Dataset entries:
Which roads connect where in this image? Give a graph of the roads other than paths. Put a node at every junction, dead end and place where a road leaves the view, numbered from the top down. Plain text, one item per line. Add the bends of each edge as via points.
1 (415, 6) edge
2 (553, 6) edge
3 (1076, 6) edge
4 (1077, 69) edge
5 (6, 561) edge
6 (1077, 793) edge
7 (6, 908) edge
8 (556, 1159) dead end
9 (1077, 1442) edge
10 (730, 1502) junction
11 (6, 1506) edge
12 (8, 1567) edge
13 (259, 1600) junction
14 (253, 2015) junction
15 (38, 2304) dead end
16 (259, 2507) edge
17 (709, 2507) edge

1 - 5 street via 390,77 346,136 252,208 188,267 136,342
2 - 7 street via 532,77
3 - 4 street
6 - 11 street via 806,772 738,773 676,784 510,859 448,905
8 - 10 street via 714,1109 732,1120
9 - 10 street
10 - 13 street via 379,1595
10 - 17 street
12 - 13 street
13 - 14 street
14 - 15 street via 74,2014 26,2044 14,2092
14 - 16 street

ASSIGNMENT> Repeat, exactly and in full, the records shown above.

TASK RESULT>
Which roads connect where in this image? Give a graph of the roads other than paths. Put a node at every junction, dead end and place where a road leaves the view, numbered from the top down. Plain text, one item per line. Add the bends of each edge as via points.
1 (415, 6) edge
2 (553, 6) edge
3 (1076, 6) edge
4 (1077, 69) edge
5 (6, 561) edge
6 (1077, 793) edge
7 (6, 908) edge
8 (556, 1159) dead end
9 (1077, 1442) edge
10 (730, 1502) junction
11 (6, 1506) edge
12 (8, 1567) edge
13 (259, 1600) junction
14 (253, 2015) junction
15 (38, 2304) dead end
16 (259, 2507) edge
17 (709, 2507) edge

1 - 5 street via 390,77 346,136 252,208 188,267 136,342
2 - 7 street via 532,77
3 - 4 street
6 - 11 street via 806,772 738,773 676,784 510,859 448,905
8 - 10 street via 714,1109 732,1120
9 - 10 street
10 - 13 street via 379,1595
10 - 17 street
12 - 13 street
13 - 14 street
14 - 15 street via 74,2014 26,2044 14,2092
14 - 16 street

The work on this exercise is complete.